PODER JUDICIÁRIO
JUSTIÇA DO TRABALHO
TRIBUNAL REGIONAL DO TRABALHO DA 11ª REGIÃO
8ª Vara do Trabalho de Manaus

Sentença

DATA: 18/12/2020

RITO: ORDINÁRIO 

   

I - RELATÓRIO

ALDEMBERG DE SOUZA ANGULO, já qualificado nos autos, ajuizou reclamatória trabalhista em face de AMAZONAS ENERGIA S.A, requerendo a anulação de sua demissão, a reintegração ao trabalho, o pagamento dos salários do período de afastamento e de indenização por danos morais.

A reclamada apresentou contestação, requerendo a improcedência dos pedidos.

As partes não arrolaram testemunhas.

Ouvidas as partes.

Alegações finais remissivas.

Infrutíferas as propostas conciliatórias.

É o relatório. 

 

II – FUNDAMENTAÇÃO 

MÉRITO

PROCEDIMENTO PARA DEMISSÃO

O autor relata ter sido admitido pela reclamada em 01/06/1998 para a função de operador de usina, mediante último salário-base de R$8.259,05, vindo a ser demitido sem justa causa em 17/08/2020 (já considerada a projeção do aviso prévio indenizado). Alega que sua dispensa ocorreu sem a observância da Resolução 195/2011, norma interna da empresa, motivo pelo qual requer a anulação da demissão, bem como sua reintegração.

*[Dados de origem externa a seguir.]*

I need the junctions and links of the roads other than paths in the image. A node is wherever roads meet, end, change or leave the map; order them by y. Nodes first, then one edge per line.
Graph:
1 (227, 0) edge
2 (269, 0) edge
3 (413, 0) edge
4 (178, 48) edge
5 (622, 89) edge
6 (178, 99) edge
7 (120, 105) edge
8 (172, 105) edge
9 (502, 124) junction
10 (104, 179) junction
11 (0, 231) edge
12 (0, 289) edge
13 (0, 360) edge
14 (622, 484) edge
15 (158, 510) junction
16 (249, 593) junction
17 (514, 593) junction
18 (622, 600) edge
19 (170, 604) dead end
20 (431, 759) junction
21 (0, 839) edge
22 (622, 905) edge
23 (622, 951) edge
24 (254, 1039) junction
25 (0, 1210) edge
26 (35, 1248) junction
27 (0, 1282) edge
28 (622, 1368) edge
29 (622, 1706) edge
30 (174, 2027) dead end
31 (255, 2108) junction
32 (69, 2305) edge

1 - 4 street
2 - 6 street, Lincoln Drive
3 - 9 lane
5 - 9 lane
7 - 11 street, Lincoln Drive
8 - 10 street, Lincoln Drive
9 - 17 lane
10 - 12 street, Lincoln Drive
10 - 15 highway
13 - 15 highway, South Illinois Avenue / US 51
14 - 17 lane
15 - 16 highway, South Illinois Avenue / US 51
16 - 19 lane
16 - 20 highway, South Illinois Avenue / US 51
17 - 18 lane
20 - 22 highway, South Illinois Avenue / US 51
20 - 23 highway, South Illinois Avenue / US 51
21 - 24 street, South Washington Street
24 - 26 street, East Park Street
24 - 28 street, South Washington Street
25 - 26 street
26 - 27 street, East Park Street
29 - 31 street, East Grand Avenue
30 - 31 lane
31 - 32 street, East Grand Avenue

Por sua vez, a reclamada argumenta que, em decorrência de sua privatização, mencionada resolução não foi incorporada, salientando que a norma interna já foi revogada, motivos pelos quais requer a improcedência dos pedidos.

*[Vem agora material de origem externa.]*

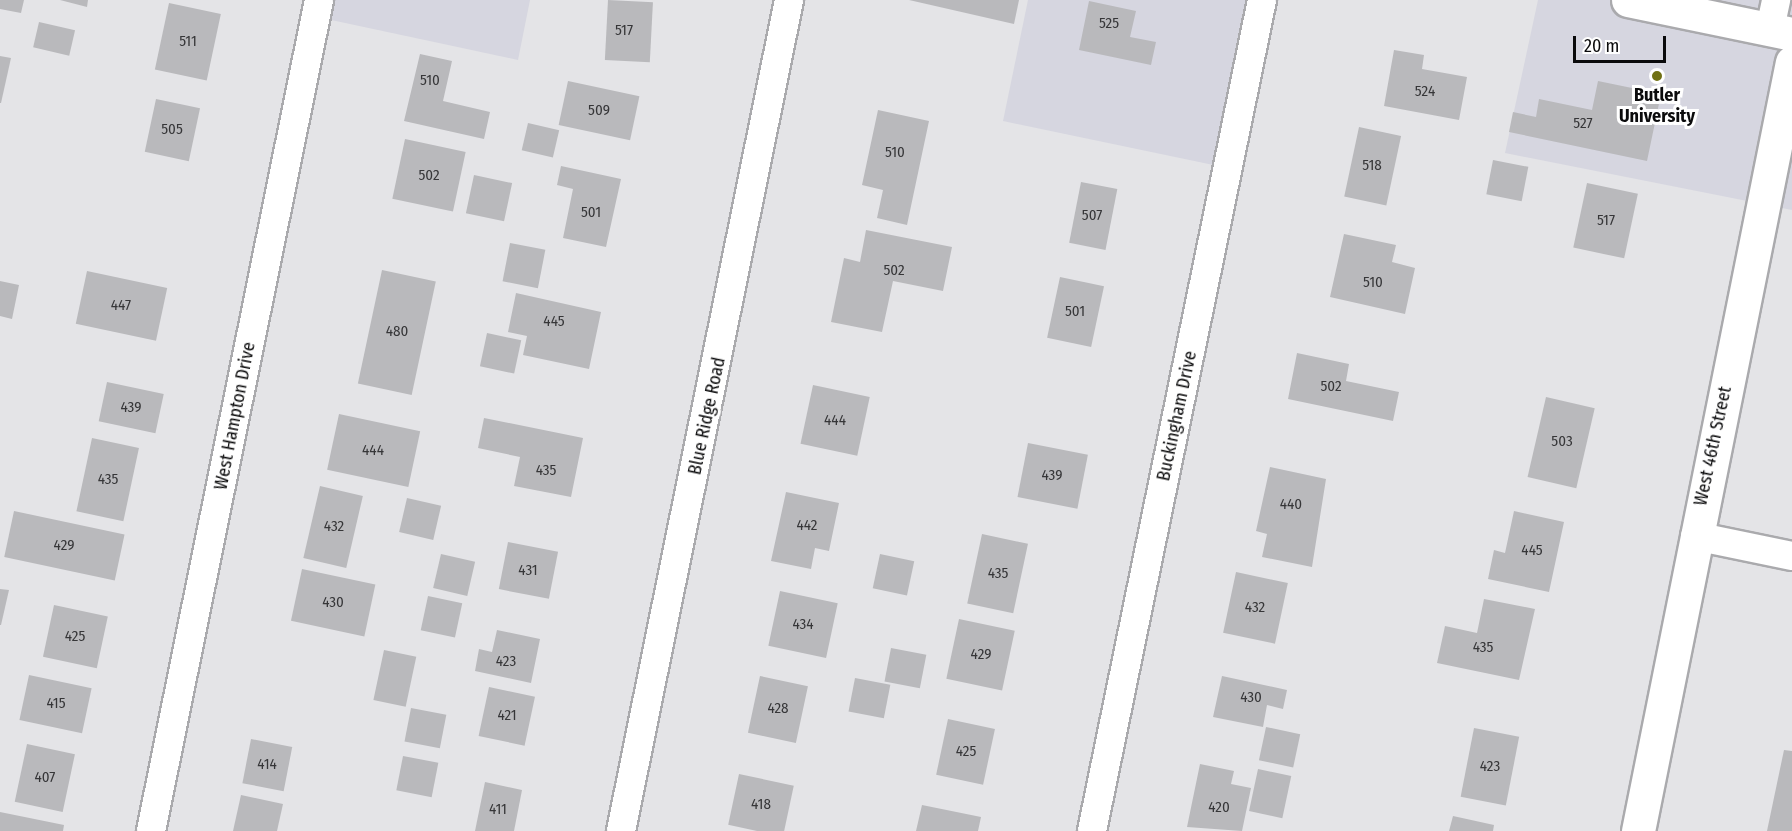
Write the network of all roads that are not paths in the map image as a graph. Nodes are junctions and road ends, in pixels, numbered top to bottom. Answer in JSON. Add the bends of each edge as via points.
{"nodes":[{"id":1,"x":320,"y":0,"type":"edge"},
{"id":2,"x":789,"y":0,"type":"edge"},
{"id":3,"x":1262,"y":0,"type":"edge"},
{"id":4,"x":1628,"y":0,"type":"edge"},
{"id":5,"x":1779,"y":21,"type":"edge"},
{"id":6,"x":1792,"y":62,"type":"edge"},
{"id":7,"x":1695,"y":536,"type":"junction"},
{"id":8,"x":1792,"y":556,"type":"edge"},
{"id":9,"x":151,"y":831,"type":"edge"},
{"id":10,"x":621,"y":831,"type":"edge"},
{"id":11,"x":1092,"y":831,"type":"edge"},
{"id":12,"x":1638,"y":831,"type":"edge"}],
"edges":[{"from":1,"to":9,"type":"street","name":"West Hampton Drive"},
{"from":2,"to":10,"type":"street","name":"Blue Ridge Road"},
{"from":3,"to":11,"type":"street","name":"Buckingham Drive"},
{"from":4,"to":5,"type":"street"},
{"from":6,"to":7,"type":"street","name":"West 46th Street"},
{"from":7,"to":8,"type":"street"},
{"from":7,"to":12,"type":"street","name":"West 46th Street"}]}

Inicialmente, há de se destacar que a norma interna em que se embasa a parte autora deriva das obrigações legais impostas à sua ex-empregadora, em razão do regime jurídico que a normatizava na época, haja vista jurisprudência sedimentada do STF, no sentido de que, em relação a empregados públicos, deve-se motivar a ruptura contratual, eis que atitude contrária oportunizaria afronta ao princípio da impessoalidade próprio da Administração Pública. Tal entendimento está sedimentado na tese fixada em julgamento de repercussão geral no Recurso Extraordinário n° 589998/PI:

A Empresa Brasileira de Correios e Telégrafos - ECT tem o dever jurídico de motivar, em ato formal, a demissão de seus empregados.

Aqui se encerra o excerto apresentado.